TLDR: If you’re looking for some bottom line summaries, here are some bullet points to help you:
* Most of the launch-promised content is now implemented, with only some things likes scripted scenarios etc… still missing. More independent races need to be added as well.
* On the technical side, the game is pretty solid now. Little-to-no CTD’s or bugs, some AI quirkiness on both the tactical and strategic level but other than that fine. The game starts to run a little sluggish whilst clicking through turns the further you go on though.
*Lots of genuinely new content – The Loa Race (and all of the tech, ships, mechanics etc… to go with them), who are truly unique. New techs and parts etc... for all the other races as well, and lots of UI improvements.

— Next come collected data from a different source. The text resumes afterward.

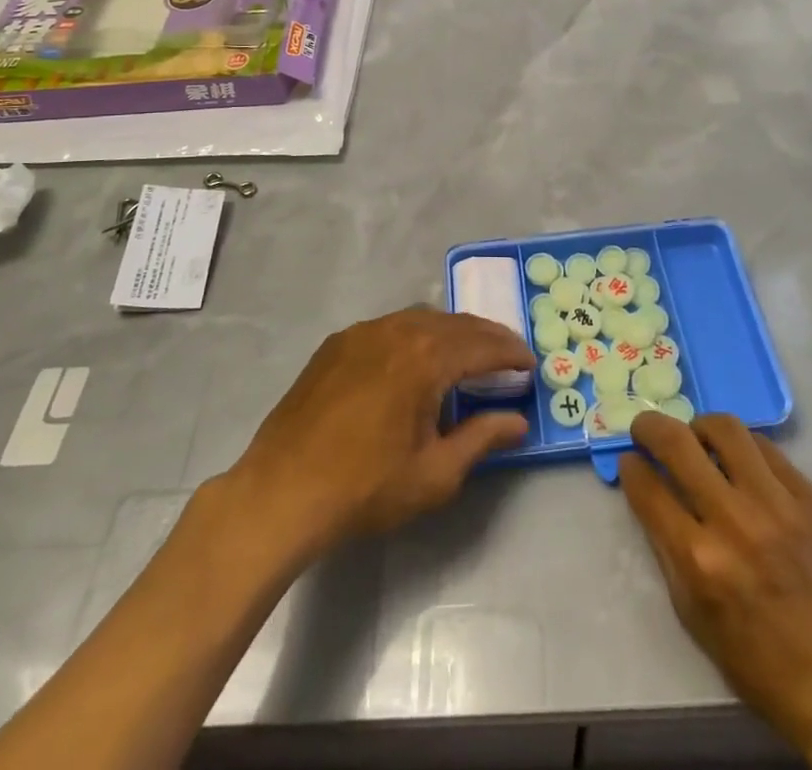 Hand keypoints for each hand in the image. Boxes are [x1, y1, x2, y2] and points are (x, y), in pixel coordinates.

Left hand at [224, 308, 532, 556]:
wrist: (281, 492)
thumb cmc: (365, 488)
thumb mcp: (435, 474)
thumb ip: (481, 440)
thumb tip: (517, 422)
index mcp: (426, 357)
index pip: (483, 345)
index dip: (512, 353)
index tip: (531, 364)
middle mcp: (398, 330)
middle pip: (455, 324)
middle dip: (487, 337)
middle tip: (508, 355)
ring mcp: (363, 332)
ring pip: (421, 319)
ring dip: (451, 332)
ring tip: (468, 354)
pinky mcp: (337, 343)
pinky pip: (390, 327)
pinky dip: (416, 335)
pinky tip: (416, 359)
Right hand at [620, 413, 811, 760]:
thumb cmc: (761, 663)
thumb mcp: (695, 617)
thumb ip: (666, 549)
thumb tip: (648, 491)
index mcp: (699, 561)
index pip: (647, 488)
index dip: (631, 467)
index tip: (629, 461)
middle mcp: (733, 521)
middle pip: (677, 443)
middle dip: (650, 427)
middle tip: (645, 429)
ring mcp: (776, 503)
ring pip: (724, 428)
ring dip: (699, 426)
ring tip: (696, 438)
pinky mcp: (809, 496)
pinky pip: (765, 447)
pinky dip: (742, 446)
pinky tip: (739, 459) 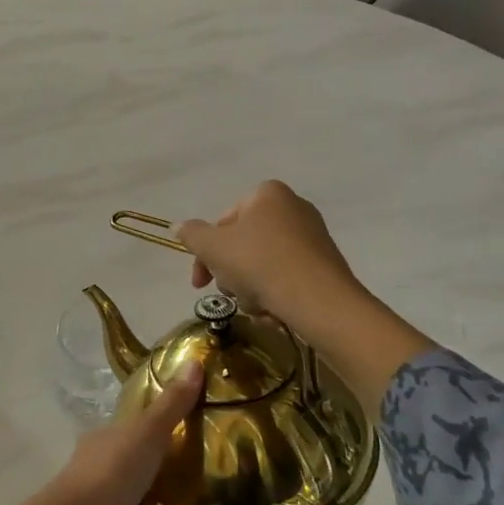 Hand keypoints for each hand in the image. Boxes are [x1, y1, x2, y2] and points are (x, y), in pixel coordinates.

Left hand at [0, 364, 204, 504]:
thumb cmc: (112, 470)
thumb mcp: (147, 430)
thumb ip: (172, 403)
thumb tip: (197, 361)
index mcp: (109, 441)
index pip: (134, 426)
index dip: (157, 421)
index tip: (189, 419)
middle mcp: (109, 473)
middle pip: (141, 466)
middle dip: (166, 467)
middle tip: (205, 466)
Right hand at [178, 181, 435, 413]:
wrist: (320, 301)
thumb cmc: (260, 263)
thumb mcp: (213, 247)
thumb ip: (192, 234)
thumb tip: (178, 227)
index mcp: (267, 193)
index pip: (224, 220)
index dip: (206, 251)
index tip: (200, 281)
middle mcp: (293, 207)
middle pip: (244, 242)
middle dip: (230, 270)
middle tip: (227, 292)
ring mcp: (313, 236)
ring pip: (263, 263)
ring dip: (250, 285)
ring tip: (254, 304)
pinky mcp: (325, 264)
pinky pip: (287, 276)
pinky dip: (275, 292)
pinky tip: (273, 310) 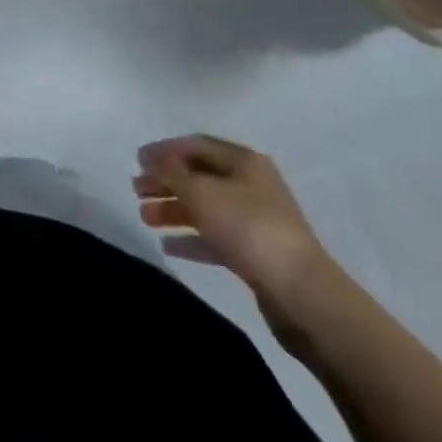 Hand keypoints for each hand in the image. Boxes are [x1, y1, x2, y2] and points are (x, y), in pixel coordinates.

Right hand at [134, 135, 337, 321]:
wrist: (304, 296)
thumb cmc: (249, 229)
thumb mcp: (201, 193)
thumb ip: (171, 173)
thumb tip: (152, 161)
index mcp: (243, 161)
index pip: (195, 145)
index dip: (164, 150)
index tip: (137, 161)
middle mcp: (251, 185)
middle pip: (199, 176)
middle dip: (166, 182)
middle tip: (137, 190)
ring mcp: (256, 221)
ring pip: (205, 208)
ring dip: (174, 210)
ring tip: (144, 218)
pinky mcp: (257, 254)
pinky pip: (216, 237)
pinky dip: (192, 238)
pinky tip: (168, 246) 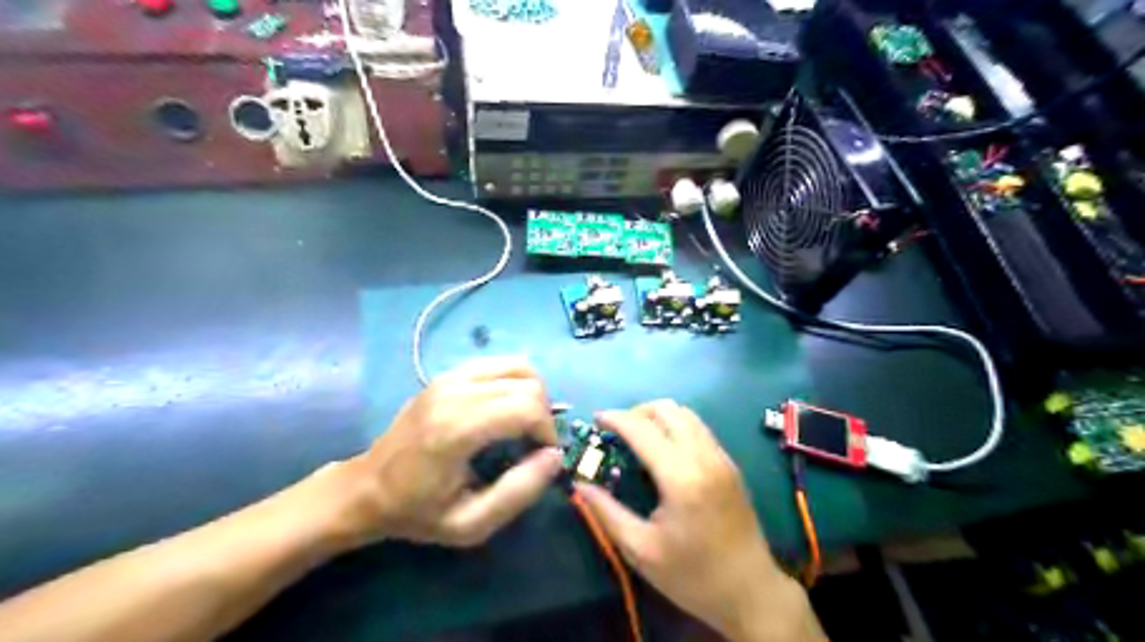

* Weak areas remain in the AI – both Strategic and Tactical when not being controlled directly. The diplomacy part of the game also seems a bit pointless at the moment – everything is generally better in multiplayer if you can get a good game going.
* Strong areas are the atmosphere, the freedom and creativity, and of course playing with new “toys”.
Some games are games of the imagination, where you sometimes have to fill in the blanks with internal narratives you create in your head. Sword of the Stars II is a strong example of this, and it requires a lot of patience, and a willingness to find your own fun. Whether this is a failing on the game's part is up to you - for me personally, despite not a lot happening for 500 turns, I haven’t really wanted to stop playing. Now of course I'm taking matters into my own hands - having reached Anti-Matter tech and built several powerful battle fleets (with my first Leviathan on the way) it's time to take this Sword off the shelf and cause some mischief.
Anyone who bought this game initially and didn't ask for a refund should get upgraded to the "Enhanced Edition" for free, so you'll have all this new content instantly. For those who got their money back or just avoided buying it, we'd say now is a good a time as any to get on board. The Enhanced Edition (titled End of Flesh to celebrate the Loa) is the same price as the original version was, and the game's only going to get better from here on out.
Old score: 6.5 (lenient)
New score: 7
Purchase recommendation: If you can get it cheap, all the better, but this wouldn't be the worst thing to spend 25 on.